I grew up within an adopted family genetically opposite of everything I was and grew up believing that everything about me was wrong. Being relinquished for adoption and transplanted into another family with which you share zero genetics or biological traits can be extremely confusing. Being told you are just like every other child is not the truth, nor is the denial of the very basic facts of life everyone else has. The lack of recognition of these issues too complicates bonding and forming functional and lasting relationships with members of your adopted family because they have no understanding of your loss, pain, and ongoing frustrations with trying to fit in.
I hear from many people when I talk and write about how being adopted can feel say they feel like adoptees do too unwelcome, or rejected, like a foreigner even when surrounded by their biological family and relatives. The difference is that as ostracized as they can feel, they at least grew up with and or have the knowledge of who they are and where they came from. What they can not understand is the foundation they were given that when taken away or denied adoptees, can have negative and devastating impacts.

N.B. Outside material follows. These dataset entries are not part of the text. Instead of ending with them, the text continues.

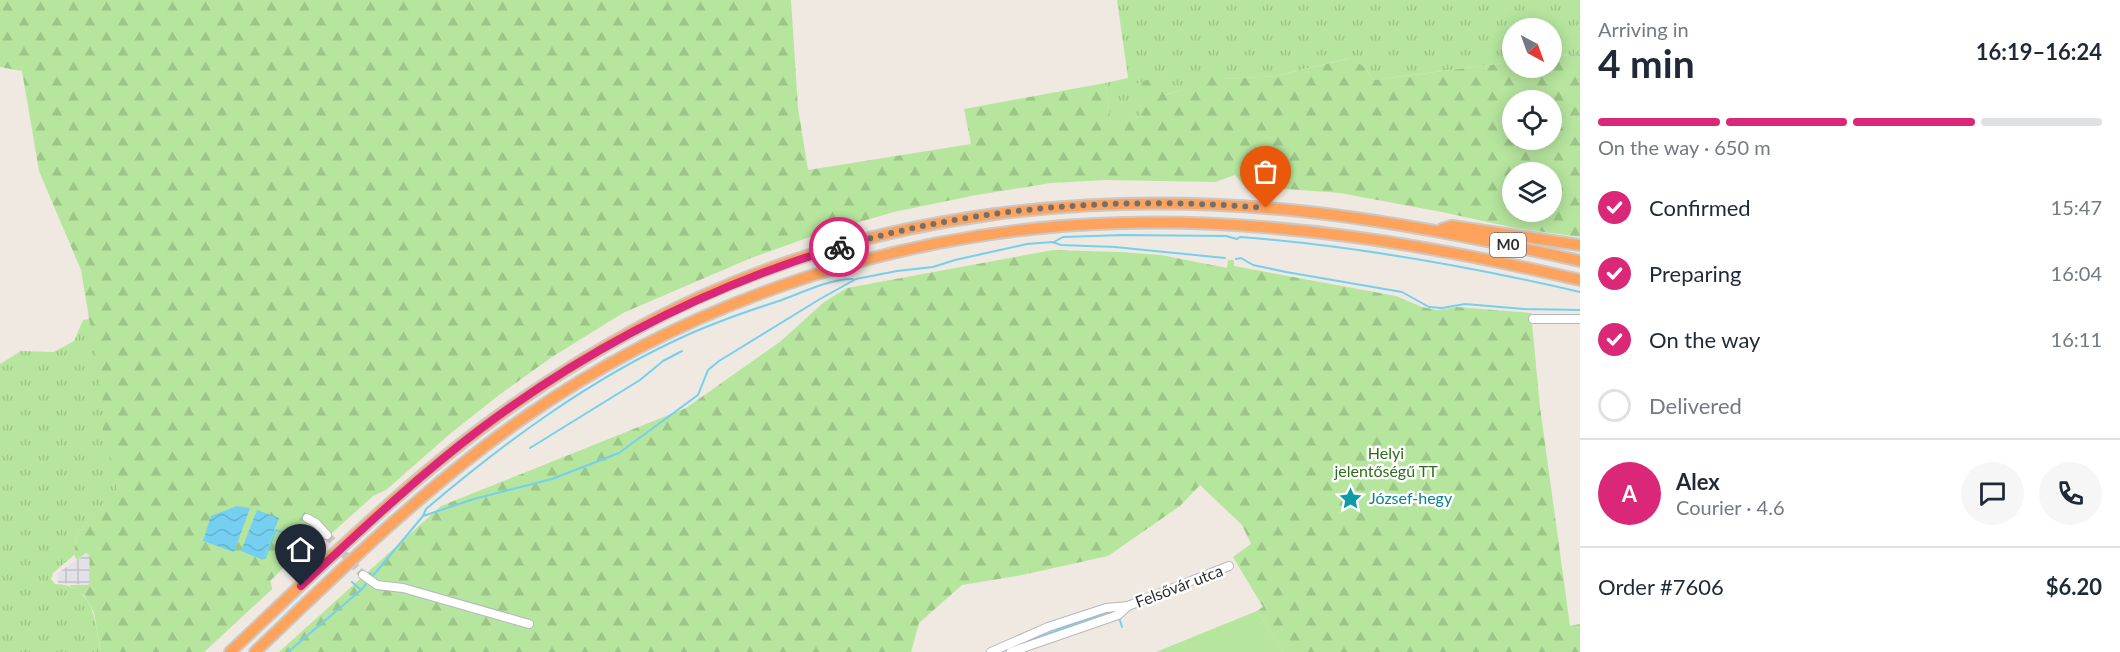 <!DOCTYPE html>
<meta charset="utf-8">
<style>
:root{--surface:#fff;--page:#f6f6f7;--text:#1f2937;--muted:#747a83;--line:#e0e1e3;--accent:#db2777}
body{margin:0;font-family:Lato,sans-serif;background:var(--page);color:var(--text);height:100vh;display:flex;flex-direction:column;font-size:22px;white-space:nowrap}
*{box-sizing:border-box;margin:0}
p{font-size:20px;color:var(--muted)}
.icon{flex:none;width:33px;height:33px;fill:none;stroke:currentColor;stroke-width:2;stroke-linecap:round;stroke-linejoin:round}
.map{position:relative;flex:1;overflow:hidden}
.side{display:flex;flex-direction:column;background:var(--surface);width:540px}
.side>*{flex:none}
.needle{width:39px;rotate:139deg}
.controls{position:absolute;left:1502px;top:18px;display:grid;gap:12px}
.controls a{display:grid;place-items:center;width:60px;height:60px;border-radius:50%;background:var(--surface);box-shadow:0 3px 15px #0003;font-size:30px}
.pin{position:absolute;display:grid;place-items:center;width:51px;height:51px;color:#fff;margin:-62px -26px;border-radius:50% 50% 50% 0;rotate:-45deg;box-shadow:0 0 6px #0007}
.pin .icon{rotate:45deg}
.courier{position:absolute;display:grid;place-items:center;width:60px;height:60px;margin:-30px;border:4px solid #db2777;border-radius:50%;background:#fff;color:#222;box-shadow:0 2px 8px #0007}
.head em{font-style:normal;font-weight:700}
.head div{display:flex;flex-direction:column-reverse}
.head{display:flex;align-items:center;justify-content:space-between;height:102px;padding:0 18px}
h1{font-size:39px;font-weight:700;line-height:45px}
.bar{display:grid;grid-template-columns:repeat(4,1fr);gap:9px 6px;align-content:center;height:72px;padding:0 18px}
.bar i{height:8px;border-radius:4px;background:var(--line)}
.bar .active{background:var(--accent)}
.bar p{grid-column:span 4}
.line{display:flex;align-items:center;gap:15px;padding:0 18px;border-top:2px solid var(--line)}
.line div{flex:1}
.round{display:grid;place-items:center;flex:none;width:63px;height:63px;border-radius:32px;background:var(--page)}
ol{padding:0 18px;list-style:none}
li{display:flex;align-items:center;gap:18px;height:66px}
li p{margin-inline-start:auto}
li .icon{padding:6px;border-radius:50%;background:var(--accent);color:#fff;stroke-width:4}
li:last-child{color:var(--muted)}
li i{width:33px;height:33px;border:3px solid var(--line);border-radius:50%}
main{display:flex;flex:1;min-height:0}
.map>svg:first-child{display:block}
.industrial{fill:url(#industrial-grid)}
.grass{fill:url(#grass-tufts)}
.forest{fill:url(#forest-firs);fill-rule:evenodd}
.garden{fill:#b6e59e}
.water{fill:url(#water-waves)}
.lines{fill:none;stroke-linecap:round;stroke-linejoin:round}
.stream{stroke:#75cff0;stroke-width:2}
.minor-tunnel{stroke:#c8c4bd;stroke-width:8;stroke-dasharray:8 4;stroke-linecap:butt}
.minor-casing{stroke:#b4b7c1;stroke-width:10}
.highway-casing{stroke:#c9c9c9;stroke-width:14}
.minor{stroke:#fff;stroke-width:8}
.highway{stroke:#ffa35c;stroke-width:10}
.done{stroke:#726f6d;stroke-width:6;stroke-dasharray:0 10.8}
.route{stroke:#db2777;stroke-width:8}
.labels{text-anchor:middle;stroke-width:5;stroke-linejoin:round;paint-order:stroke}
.shield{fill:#fff;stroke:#6d6d6d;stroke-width:1.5}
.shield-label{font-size:15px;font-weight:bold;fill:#2e2e2e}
.park-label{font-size:16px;fill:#2c6e1b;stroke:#fff}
.culture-label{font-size:16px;fill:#0d838f;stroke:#fff;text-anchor:start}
.street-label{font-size:16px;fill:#2e2e2e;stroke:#fff}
</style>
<main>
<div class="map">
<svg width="1580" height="652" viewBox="0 0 1580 652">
<defs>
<pattern id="industrial-grid" width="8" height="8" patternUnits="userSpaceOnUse" patternTransform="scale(1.5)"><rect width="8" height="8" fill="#e3e1e8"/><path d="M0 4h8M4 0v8" fill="none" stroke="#c3c1c7"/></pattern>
<pattern id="grass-tufts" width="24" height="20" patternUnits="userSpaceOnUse" patternTransform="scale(1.5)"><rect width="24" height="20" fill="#b6e59e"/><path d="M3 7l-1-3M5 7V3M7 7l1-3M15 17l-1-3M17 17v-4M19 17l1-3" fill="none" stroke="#9dc588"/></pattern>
<pattern id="forest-firs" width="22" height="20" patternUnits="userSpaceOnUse" patternTransform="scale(1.5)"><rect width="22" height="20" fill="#b6e59e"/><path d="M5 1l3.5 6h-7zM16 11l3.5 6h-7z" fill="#9dc588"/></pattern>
<pattern id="water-waves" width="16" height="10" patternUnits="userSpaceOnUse" patternTransform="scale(1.5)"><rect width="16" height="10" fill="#75cff0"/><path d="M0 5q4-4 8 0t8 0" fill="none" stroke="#66b2ce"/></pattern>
</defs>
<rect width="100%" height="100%" fill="#efe9e1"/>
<path class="industrial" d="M86 554 90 555 89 585 58 583V573Z"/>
<path class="grass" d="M1117 0H1580V54L1551 57V28H1512V62L1374 80 1364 67 1350 58 1275 76 1223 79 1164 95 1162 75 1140 117 1111 123 1105 83 1128 78Z
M610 301 371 490 276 573 270 581 272 589 204 652 116 491 77 534 74 555 53 573 51 579 55 584C95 585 95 622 101 652H0V364L21 351 54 352 74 341 83 320 89 319 88 310Z
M1117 609 1119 611 1054 633 1056 627Z"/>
<path class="forest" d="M0 0H791L798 108 808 170 971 144 964 109 1105 83 1111 122 1140 117 1136 84 1162 74 1165 95 1192 87 1193 75 1216 72 1223 79 1275 76 1351 58 1364 67 1374 80 1512 62V68H1551V57L1580 54V237L1515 228 1442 212 1340 193 1245 186 1235 175 1215 182 1106 180 1051 183 971 196 894 212 821 233 751 258 623 313 552 357 499 395 451 433 386 490 373 496 322 542 302 558 291 560 270 581 272 589 204 652H101L94 613 85 596 69 585H89L90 555 86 553 77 560 74 555 77 534 116 490V484L102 426 104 407 81 270 39 171 22 71 0 67ZM1512 100H1551V140H1512ZM1512 172H1551V212H1512Z
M1053 250 1120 252 1161 255 1227 268 1228 260H1234V266L1396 296 1422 307 1437 310 1457 307 1531 313 1540 407 1570 626 1580 624V652H1284L1257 611 1263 607 1233 557 1251 544 1242 525 1200 485 1180 506 1108 556 1022 575 962 585 919 623 911 652H279L441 506 686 408 781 341 824 302 847 288Z"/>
<path class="garden" d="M1257 611 1284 652H1156Z"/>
<path class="water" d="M237 506 250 508 234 552 203 541 211 516Z
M257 510 279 518 263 560 241 551Z"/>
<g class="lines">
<path class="stream" d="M1054 242 1063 237 1123 235 1226 236 1237 239 1240 237C1355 246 1468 266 1580 292
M1236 259 1241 258 1253 265 1286 272 1402 292 1429 307 1442 308 1465 304 1524 309 1580 310
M530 448 640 380 663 361 682 351
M423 516 474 499 552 479 619 453 698 395 708 370 719 361 820 299 856 279 897 271 933 267 955 260 1027 244 1052 242 1061 245 1115 247 1225 258
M263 558H265L276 530 298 538 306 537
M352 582 361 590 423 516 426 509C505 442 590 379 685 336 716 322 748 311 779 301 799 294 832 278 853 279
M1119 617 1122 627
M1011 647 1105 613 1115 611 1117 613
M288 652 361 590"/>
<path class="minor-tunnel" d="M327 535 363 575"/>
<defs>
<path id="minor" d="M1533 319H1580
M307 518 316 523 327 535
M363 575 377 585 403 588 529 624
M991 652 1048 627 1106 608 1128 606 1229 566
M1011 652 1118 615 1127 607"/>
<path id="highway" d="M1442 229 1452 226 1580 245
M230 652C321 567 410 477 512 406 571 365 634 327 700 297 887 212 1097 190 1300 211 1395 221 1488 240 1580 261
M255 652C341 570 427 485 525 417 700 295 911 228 1123 223 1277 219 1431 245 1580 280"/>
</defs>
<use href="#minor" class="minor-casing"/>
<use href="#highway" class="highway-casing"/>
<use href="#minor" class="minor"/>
<use href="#highway" class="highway"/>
</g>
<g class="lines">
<path class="done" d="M839 247C978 206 1123 196 1266 208"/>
<path class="route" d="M301 586C359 532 417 477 479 430 588 348 709 286 839 247"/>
</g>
<defs>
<symbol id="sight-bare" viewBox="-9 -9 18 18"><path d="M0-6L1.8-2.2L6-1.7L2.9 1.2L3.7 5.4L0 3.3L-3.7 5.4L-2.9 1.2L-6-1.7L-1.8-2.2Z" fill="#0f9aa8" stroke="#fff" stroke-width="2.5" paint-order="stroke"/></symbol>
</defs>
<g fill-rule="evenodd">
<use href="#sight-bare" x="1334" y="482" width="33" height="33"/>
</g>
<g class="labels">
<rect class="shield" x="1490" y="233" width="36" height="24" rx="4.5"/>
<g class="shield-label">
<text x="1508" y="250">M0</text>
</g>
<g class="park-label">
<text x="1386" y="459">Helyi<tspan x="1386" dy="18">jelentőségű TT</tspan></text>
</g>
<g class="culture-label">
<text x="1369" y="504">József-hegy</text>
</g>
<g class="street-label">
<text transform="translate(1179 586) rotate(-21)" y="6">Felsővár utca</text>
</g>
</g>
</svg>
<div class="controls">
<a><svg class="needle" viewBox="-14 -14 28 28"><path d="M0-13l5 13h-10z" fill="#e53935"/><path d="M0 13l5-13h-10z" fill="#747a83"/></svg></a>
<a><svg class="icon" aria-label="locate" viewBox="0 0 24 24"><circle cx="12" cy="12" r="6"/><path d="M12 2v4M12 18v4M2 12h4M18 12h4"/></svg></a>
<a><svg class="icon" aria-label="layers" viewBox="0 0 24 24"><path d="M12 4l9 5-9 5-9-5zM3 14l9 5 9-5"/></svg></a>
</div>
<div class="pin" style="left:1266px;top:208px;background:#ea580c"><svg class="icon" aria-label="bag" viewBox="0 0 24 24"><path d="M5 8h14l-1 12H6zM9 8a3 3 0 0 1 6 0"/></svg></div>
<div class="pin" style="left:301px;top:586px;background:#1f2937"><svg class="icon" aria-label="home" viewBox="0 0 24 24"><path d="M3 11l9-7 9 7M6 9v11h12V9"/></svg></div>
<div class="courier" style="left:839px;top:247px"><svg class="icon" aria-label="bike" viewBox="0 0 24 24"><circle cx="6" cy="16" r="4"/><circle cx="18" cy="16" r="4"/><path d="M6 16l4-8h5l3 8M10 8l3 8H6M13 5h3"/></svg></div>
</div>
<section class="side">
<div class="head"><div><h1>4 min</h1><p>Arriving in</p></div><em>16:19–16:24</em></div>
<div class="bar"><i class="active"></i><i class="active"></i><i class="active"></i><i></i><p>On the way · 650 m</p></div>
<ol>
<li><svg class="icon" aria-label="check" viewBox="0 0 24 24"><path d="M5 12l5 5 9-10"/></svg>Confirmed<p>15:47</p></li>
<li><svg class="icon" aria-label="check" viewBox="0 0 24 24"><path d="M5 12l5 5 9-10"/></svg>Preparing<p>16:04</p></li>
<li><svg class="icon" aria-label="check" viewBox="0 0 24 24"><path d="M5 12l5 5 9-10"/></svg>On the way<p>16:11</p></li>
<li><i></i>Delivered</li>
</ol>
<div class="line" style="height:108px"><b class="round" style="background:var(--accent);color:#fff">A</b><div><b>Alex</b><p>Courier · 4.6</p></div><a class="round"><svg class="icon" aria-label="chat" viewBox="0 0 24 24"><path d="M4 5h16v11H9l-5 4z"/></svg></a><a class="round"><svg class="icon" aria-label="phone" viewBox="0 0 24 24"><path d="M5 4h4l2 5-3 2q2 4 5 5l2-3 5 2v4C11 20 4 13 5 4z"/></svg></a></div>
<div class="line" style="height:78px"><div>Order #7606</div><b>$6.20</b></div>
</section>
</main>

I do not think that my adoptive family and I could be any more different. But, that is the lottery system of adoption. Even with trying to match backgrounds genetics speak loudly and clearly. Unfortunately the "voice" of an adoptee's genetics are usually ignored, the blank slate theory, and expected to be drowned out and unheard and rematched to those of the family they are placed in.
My adoptive family is the polar opposite of me. Neither is wrong or right, they are just VERY different.
They are a soft carefully patterned paisley. I am a boldly colored bohemian print.
They are a predictable, well manicured, and designed English garden. I am wild flowers growing where the wind blows me.
They are a safe, secure, home in a small residential community. I am a city abode bustling and surging with lights and sounds and energy.
They are stoic, quiet, and reserved. I am emotional, loud, and demonstrative.
The information I have received, even if not names, photos, or anything identifying at age 39 about my biological family changed the way I saw myself, my place in the world, and abolished immediately all the unfounded beliefs and incorrect theories I had compiled since childhood about myself. The surprise of it is almost always reassuring and empowering to finally understand yourself as a unique individual yet belonging to a larger whole, and as a person most other people have always known themselves to be. After growing up and living without any awareness of any of that, or comprehension of how crucial and vital is it, how positively life altering it can be once obtained and realized.
However, I will never recover those lost decades of feeling incomplete, unaccepted, and disfavored and feeling somehow it must be my fault. And that is a huge tragedy in adoption. A tragedy only adoptees have known and lived for far too long.